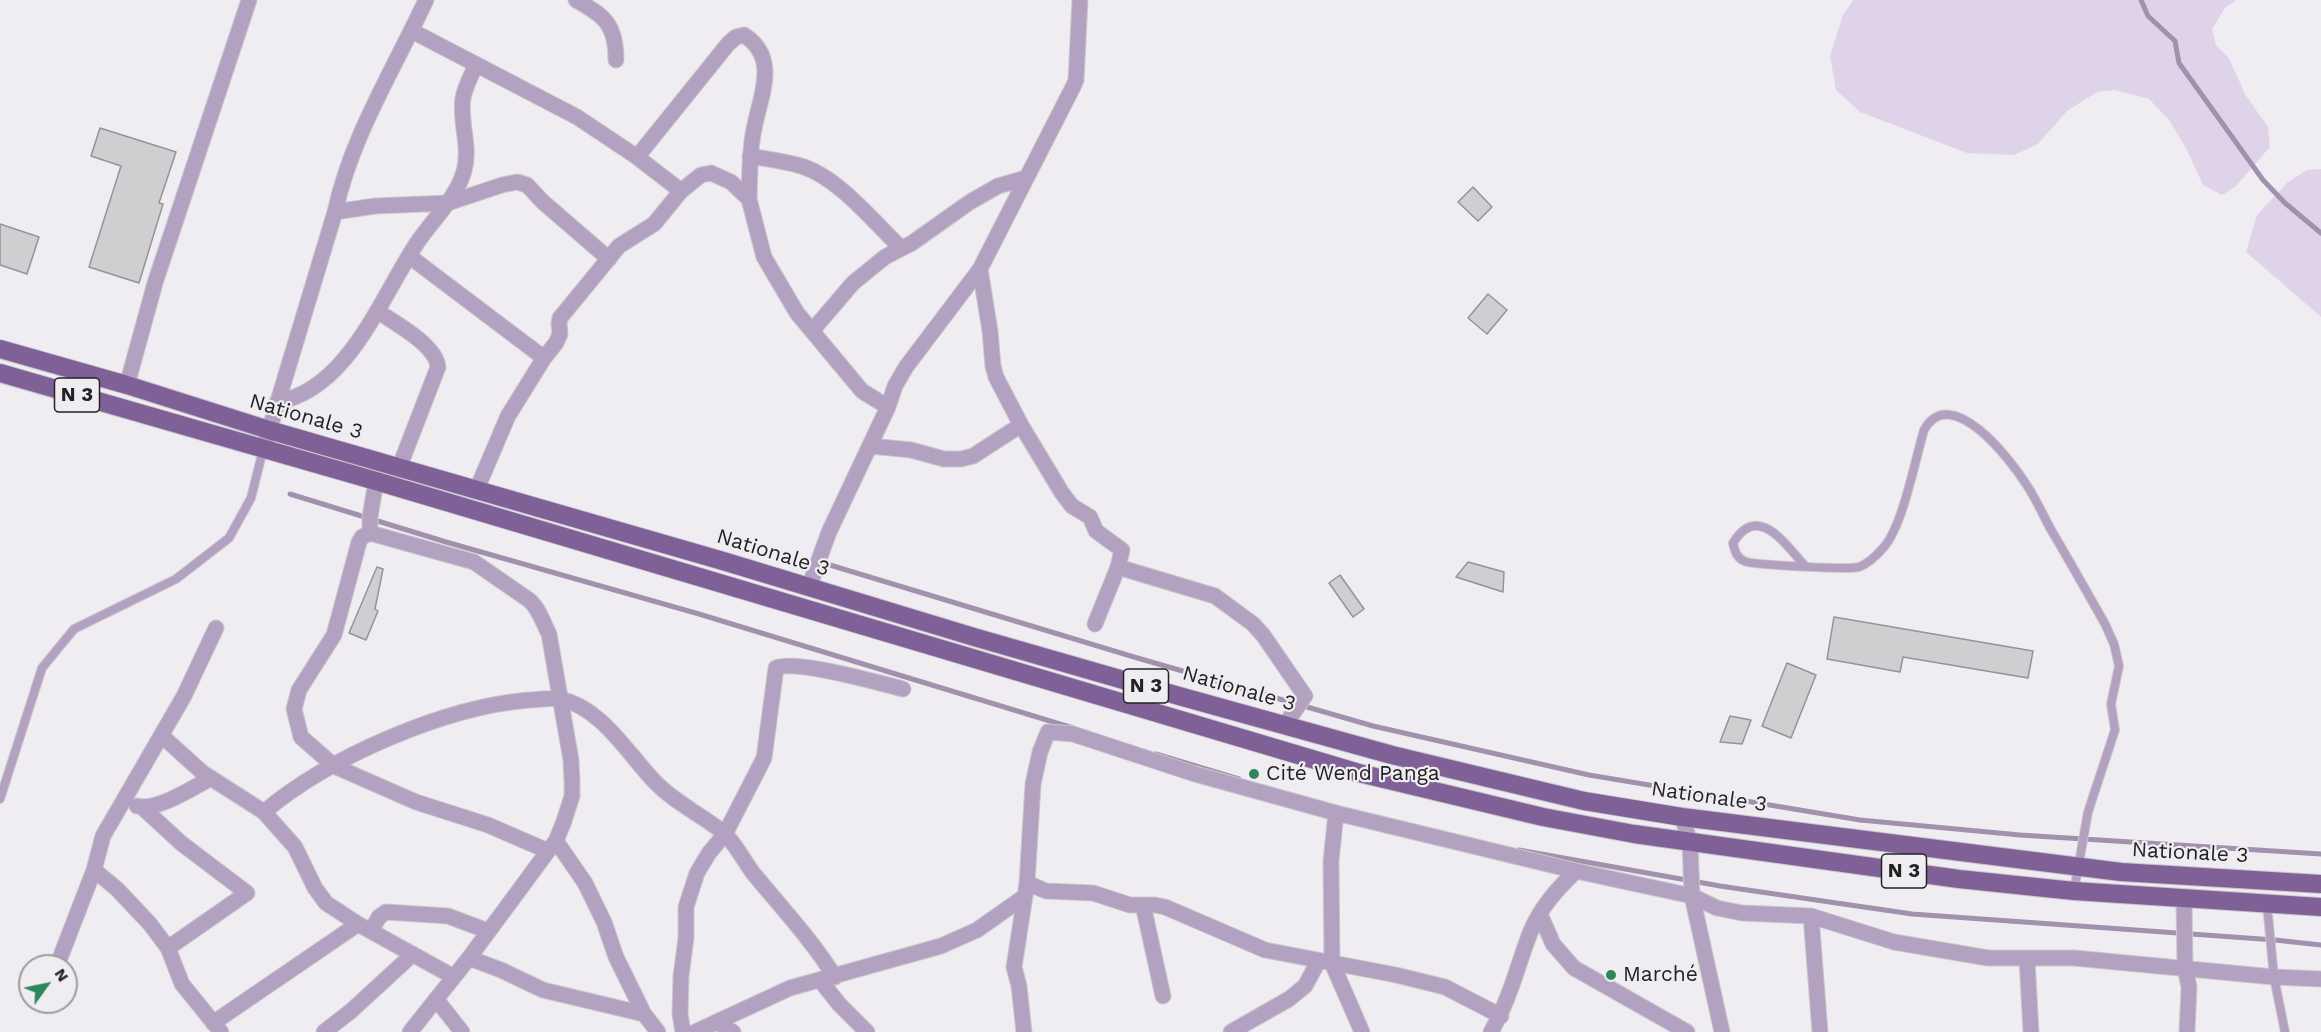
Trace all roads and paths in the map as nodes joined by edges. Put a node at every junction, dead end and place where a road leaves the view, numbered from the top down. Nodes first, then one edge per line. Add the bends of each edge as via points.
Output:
1 (249, 0) edge
2 (426, 0) edge
3 (576, 0) edge
4 (1080, 0) edge
5 (412, 31) junction
6 (616, 60) dead end
7 (476, 64) junction
8 (750, 156) junction
9 (637, 157) junction
10 (1026, 178) junction
11 (681, 191) junction
12 (749, 199) junction
13 (448, 204) junction
14 (334, 212) junction
15 (901, 249) junction
16 (409, 256) junction
17 (609, 259) junction
18 (980, 269) junction
19 (377, 311) junction
20 (812, 331) junction
21 (0, 349) edge
22 (544, 358) junction
23 (0, 373) edge
24 (127, 385) junction
25 (277, 402) junction
26 (888, 407) junction
27 (1021, 425) junction
28 (269, 430) junction
29 (870, 446) junction
30 (263, 450) junction
31 (399, 468) junction
32 (376, 481) junction
33 (476, 491) junction
34 (370, 533) junction
35 (1805, 566) junction
36 (1118, 567) junction
37 (809, 587) junction
38 (1095, 624) dead end
39 (216, 628) dead end
40 (903, 688) dead end
41 (560, 699) junction
42 (1284, 726) junction
43 (162, 736) junction
44 (334, 766) junction
45 (211, 778) junction
46 (0, 799) edge
47 (122, 803) junction
48 (143, 808) junction
49 (264, 812) junction
50 (1335, 813) junction
51 (1682, 817) junction
52 (725, 834) junction
53 (1690, 842) junction
54 (552, 846) junction
55 (2078, 866) junction
56 (94, 870) junction
57 (1576, 871) junction
58 (2321, 884) edge
59 (1025, 890) junction
60 (2074, 891) junction
61 (1692, 896) junction
62 (2184, 899) junction
63 (2267, 904) junction
64 (1143, 905) junction
65 (2321, 907) edge
66 (1540, 914) junction
67 (1811, 916) junction
68 (364, 927) junction
69 (488, 931) junction
70 (168, 948) junction
71 (62, 954) edge
72 (413, 954) junction
73 (469, 958) junction
74 (2027, 959) junction
75 (1325, 962) junction
76 (2185, 967) junction
77 (453, 977) junction
78 (2274, 977) junction
79 (828, 978) junction
80 (2321, 979) edge
81 (1163, 996) dead end
82 (436, 999) junction
83 (644, 1014) junction
84 (1500, 1016) junction
85 (716, 1022) junction
86 (217, 1028) edge
87 (324, 1032) edge
88 (410, 1032) edge
89 (462, 1032) edge
90 (658, 1032) edge
91 (683, 1032) edge
92 (695, 1032) edge
93 (733, 1032) edge
94 (867, 1032) edge
95 (1024, 1032) edge
96 (1231, 1032) edge
97 (1362, 1032) edge
98 (1491, 1032) edge
99 (1687, 1032) edge
100 (1722, 1032) edge
101 (1820, 1032) edge
102 (2031, 1032) edge
103 (2187, 1032) edge
104 (2285, 1032) edge

1 - 24 street via 155,284
2 - 5 street
3 - 6 street via 607,22 616,45
4 - 10 street via 1076,80
5 - 7 street
5 - 14 street via 357,141
7 - 9 street via 577,117
7 - 13 street via 463,99 465,170
8 - 9 street via 766,72 753,41 744,35 728,44
8 - 12 street
8 - 15 street via 803,166 823,177
9 - 11 street
10 - 15 street via 998,186
10 - 18 street
11 - 12 street via 701,175 711,173 731,182
11 - 17 street via 654,224 628,238
12 - 20 street via 764,257
13 - 14 street
13 - 16 street
13 - 17 street via 502,184 527,185
14 - 25 street
15 - 20 street via 853,283
16 - 19 street
16 - 22 street
17 - 22 street via 560,318 560,334
18 - 26 street via 906,367
18 - 27 street via 993,366
19 - 25 street via 326,378 304,394
19 - 31 street via 429,348 438,367
20 - 26 street via 862,391
21 - 24 main road, Nationale 3 / N 3
22 - 33 street via 508,416
23 - 30 main road, N 3
24 - 28 main road, Nationale 3 / N 3
25 - 28 street
26 - 29 street
27 - 29 street via 974,456 961,459
27 - 36 street via 1072,506 1090,517 1096,531 1122,549
28 - 30 street
28 - 31 main road, Nationale 3 / N 3
29 - 37 street via 829,532
30 - 32 main road, N 3
30 - 46 lane via 251,498 229,538 176,579 74,629 42,668
31 - 33 main road, Nationale 3 / N 3
32 - 34 street
32 - 53 main road, N 3 via 1359,773 1543,817
33 - 37 main road, Nationale 3 / N 3
34 - 41 street via 474,562 534,604 549,634
34 - 44 street via 359,542 334,635 299,690 294,709 302,737
35 - 35 lane via 1745,562 1735,554 1733,543 1740,531 1758,525 1771,530
35 - 55 lane via 1857,568 1885,546 1899,517 1928,423 1951,414 1967,420 1989,439 2025,483 2104,624 2119,666 2111,704 2115,730 2088,812
36 - 38 street
36 - 42 street via 1215,596 1253,624 1305,696
37 - 42 main road, Nationale 3 / N 3
39 - 43 street
40 - 52 street via 787,664 776,668 764,758
41 - 44 street via 509,702 472,710 367,748
41 - 52 street via 590,713 615,734 656,783
41 - 54 street via 572,782 569,804
42 - 51 main road, Nationale 3 / N 3 via 1584,801
43 - 45 street
43 - 47 street
44 - 49 street via 295,786
44 - 54 street via 416,802
45 - 48 street
45 - 49 street
47 - 48 street
47 - 56 street via 103,836
48 - 70 street via 181,843 247,893
49 - 68 street via 295,847 326,903
50 - 57 street
50 - 59 street via 1195,774 1073,734 1048,732 1033,784
50 - 75 street
51 - 53 street
51 - 55 main road, Nationale 3 / N 3
52 - 79 street via 821,955
52 - 91 street via 697,873 686,907 680,1014
53 - 60 main road, N 3
53 - 61 street
54 - 69 street
54 - 83 street via 585,883
55 - 58 main road, Nationale 3 / N 3
55 - 60 lane
56 - 70 street via 117,889
56 - 71 street
57 - 61 street
57 - 66 street via 1555,891
59 - 64 street via 1094,893 1130,905
59 - 79 street via 976,930 941,946
59 - 95 street via 1014,967
60 - 62 main road, N 3
61 - 67 street via 1717,908 1742,913
61 - 100 street
62 - 63 main road, N 3
62 - 76 street
63 - 65 main road, N 3
63 - 78 lane
64 - 75 street via 1176,911 1265,950
64 - 81 street
66 - 84 street
66 - 99 street via 1554,944 1574,968
67 - 74 street via 1894,942 1988,958
67 - 101 street
68 - 69 street via 386,912 448,916
68 - 72 street
68 - 86 street
69 - 73 street
70 - 86 street via 182,984
72 - 77 street
72 - 87 street
73 - 77 street
73 - 83 street via 543,990
74 - 76 street via 2074,958
74 - 102 street
75 - 84 street via 1445,987
75 - 96 street via 1289,999
75 - 97 street
76 - 78 street
76 - 103 street via 2189,987
77 - 82 street
78 - 80 street
78 - 104 lane
79 - 85 street via 769,996
79 - 94 street via 839,1004
82 - 88 street
82 - 89 street
83 - 90 street
84 - 98 street
85 - 92 street
85 - 93 street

========================

→ Exercise directions: An exact copy of every entry above is needed, minus the pictures.

→ Exercise solution:
Trace all roads and paths in the map as nodes joined by edges. Put a node at every junction, dead end and place where a road leaves the view, numbered from the top down. Nodes first, then one edge per line. Add the bends of each edge as via points.
Output:
1 (249, 0) edge
2 (426, 0) edge
3 (576, 0) edge
4 (1080, 0) edge
5 (412, 31) junction
6 (616, 60) dead end
7 (476, 64) junction
8 (750, 156) junction
9 (637, 157) junction
10 (1026, 178) junction
11 (681, 191) junction
12 (749, 199) junction
13 (448, 204) junction
14 (334, 212) junction
15 (901, 249) junction
16 (409, 256) junction
17 (609, 259) junction
18 (980, 269) junction
19 (377, 311) junction
20 (812, 331) junction
21 (0, 349) edge
22 (544, 358) junction
23 (0, 373) edge
24 (127, 385) junction
25 (277, 402) junction
26 (888, 407) junction
27 (1021, 425) junction
28 (269, 430) junction
29 (870, 446) junction
30 (263, 450) junction
31 (399, 468) junction
32 (376, 481) junction
33 (476, 491) junction
34 (370, 533) junction
35 (1805, 566) junction
36 (1118, 567) junction
37 (809, 587) junction
38 (1095, 624) dead end
39 (216, 628) dead end
40 (903, 688) dead end
41 (560, 699) junction
42 (1284, 726) junction
43 (162, 736) junction
44 (334, 766) junction
45 (211, 778) junction
46 (0, 799) edge
47 (122, 803) junction
48 (143, 808) junction
49 (264, 812) junction
50 (1335, 813) junction
51 (1682, 817) junction
52 (725, 834) junction
53 (1690, 842) junction
54 (552, 846) junction
55 (2078, 866) junction
56 (94, 870) junction
57 (1576, 871) junction
58 (2321, 884) edge
59 (1025, 890) junction
60 (2074, 891) junction
61 (1692, 896) junction
62 (2184, 899) junction
63 (2267, 904) junction
64 (1143, 905) junction
65 (2321, 907) edge
66 (1540, 914) junction
67 (1811, 916) junction
68 (364, 927) junction
69 (488, 931) junction
70 (168, 948) junction
71 (62, 954) edge
72 (413, 954) junction
73 (469, 958) junction
74 (2027, 959) junction
75 (1325, 962) junction
76 (2185, 967) junction
77 (453, 977) junction
78 (2274, 977) junction
79 (828, 978) junction
80 (2321, 979) edge
81 (1163, 996) dead end
82 (436, 999) junction
83 (644, 1014) junction
84 (1500, 1016) junction
85 (716, 1022) junction
86 (217, 1028) edge
87 (324, 1032) edge
88 (410, 1032) edge
89 (462, 1032) edge
90 (658, 1032) edge
91 (683, 1032) edge
92 (695, 1032) edge
93 (733, 1032) edge
94 (867, 1032) edge
95 (1024, 1032) edge
96 (1231, 1032) edge
97 (1362, 1032) edge
98 (1491, 1032) edge
99 (1687, 1032) edge
100 (1722, 1032) edge
101 (1820, 1032) edge
102 (2031, 1032) edge
103 (2187, 1032) edge
104 (2285, 1032) edge

1 - 24 street via 155,284
2 - 5 street
3 - 6 street via 607,22 616,45
4 - 10 street via 1076,80
5 - 7 street
5 - 14 street via 357,141
7 - 9 street via 577,117
7 - 13 street via 463,99 465,170
8 - 9 street via 766,72 753,41 744,35 728,44
8 - 12 street
8 - 15 street via 803,166 823,177
9 - 11 street
10 - 15 street via 998,186
10 - 18 street
11 - 12 street via 701,175 711,173 731,182
11 - 17 street via 654,224 628,238
12 - 20 street via 764,257
13 - 14 street
13 - 16 street
13 - 17 street via 502,184 527,185
14 - 25 street
15 - 20 street via 853,283
16 - 19 street
16 - 22 street
17 - 22 street via 560,318 560,334
18 - 26 street via 906,367
18 - 27 street via 993,366
19 - 25 street via 326,378 304,394
19 - 31 street via 429,348 438,367
20 - 26 street via 862,391
21 - 24 main road, Nationale 3 / N 3
22 - 33 street via 508,416
23 - 30 main road, N 3
24 - 28 main road, Nationale 3 / N 3
25 - 28 street
26 - 29 street
27 - 29 street via 974,456 961,459
27 - 36 street via 1072,506 1090,517 1096,531 1122,549
28 - 30 street
28 - 31 main road, Nationale 3 / N 3
29 - 37 street via 829,532
30 - 32 main road, N 3
30 - 46 lane via 251,498 229,538 176,579 74,629 42,668
31 - 33 main road, Nationale 3 / N 3
32 - 34 street
32 - 53 main road, N 3 via 1359,773 1543,817
33 - 37 main road, Nationale 3 / N 3
34 - 41 street via 474,562 534,604 549,634
34 - 44 street via 359,542 334,635 299,690 294,709 302,737
35 - 35 lane via 1745,562 1735,554 1733,543 1740,531 1758,525 1771,530
35 - 55 lane via 1857,568 1885,546 1899,517 1928,423 1951,414 1967,420 1989,439 2025,483 2104,624 2119,666 2111,704 2115,730 2088,812
36 - 38 street
36 - 42 street via 1215,596 1253,624 1305,696
37 - 42 main road, Nationale 3 / N 3
39 - 43 street
40 - 52 street via 787,664 776,668 764,758
41 - 44 street via 509,702 472,710 367,748
41 - 52 street via 590,713 615,734 656,783
41 - 54 street via 572,782 569,804
42 - 51 main road, Nationale 3 / N 3 via 1584,801
43 - 45 street
43 - 47 street
44 - 49 street via 295,786
44 - 54 street via 416,802
45 - 48 street
45 - 49 street
47 - 48 street
47 - 56 street via 103,836
48 - 70 street via 181,843 247,893
49 - 68 street via 295,847 326,903
50 - 57 street
50 - 59 street via 1195,774 1073,734 1048,732 1033,784
50 - 75 street
51 - 53 street
51 - 55 main road, Nationale 3 / N 3
52 - 79 street via 821,955
52 - 91 street via 697,873 686,907 680,1014
53 - 60 main road, N 3
53 - 61 street
54 - 69 street
54 - 83 street via 585,883
55 - 58 main road, Nationale 3 / N 3
55 - 60 lane
56 - 70 street via 117,889
56 - 71 street
57 - 61 street
57 - 66 street via 1555,891
59 - 64 street via 1094,893 1130,905
59 - 79 street via 976,930 941,946
59 - 95 street via 1014,967
60 - 62 main road, N 3
61 - 67 street via 1717,908 1742,913
61 - 100 street
62 - 63 main road, N 3
62 - 76 street
63 - 65 main road, N 3
63 - 78 lane
64 - 75 street via 1176,911 1265,950
64 - 81 street
66 - 84 street
66 - 99 street via 1554,944 1574,968
67 - 74 street via 1894,942 1988,958
67 - 101 street
68 - 69 street via 386,912 448,916
68 - 72 street
68 - 86 street
69 - 73 street
70 - 86 street via 182,984
72 - 77 street
72 - 87 street
73 - 77 street
73 - 83 street via 543,990
74 - 76 street via 2074,958
74 - 102 street
75 - 84 street via 1445,987
75 - 96 street via 1289,999
75 - 97 street
76 - 78 street
76 - 103 street via 2189,987
77 - 82 street
78 - 80 street
78 - 104 lane
79 - 85 street via 769,996
79 - 94 street via 839,1004
82 - 88 street
82 - 89 street
83 - 90 street
84 - 98 street
85 - 92 street
85 - 93 street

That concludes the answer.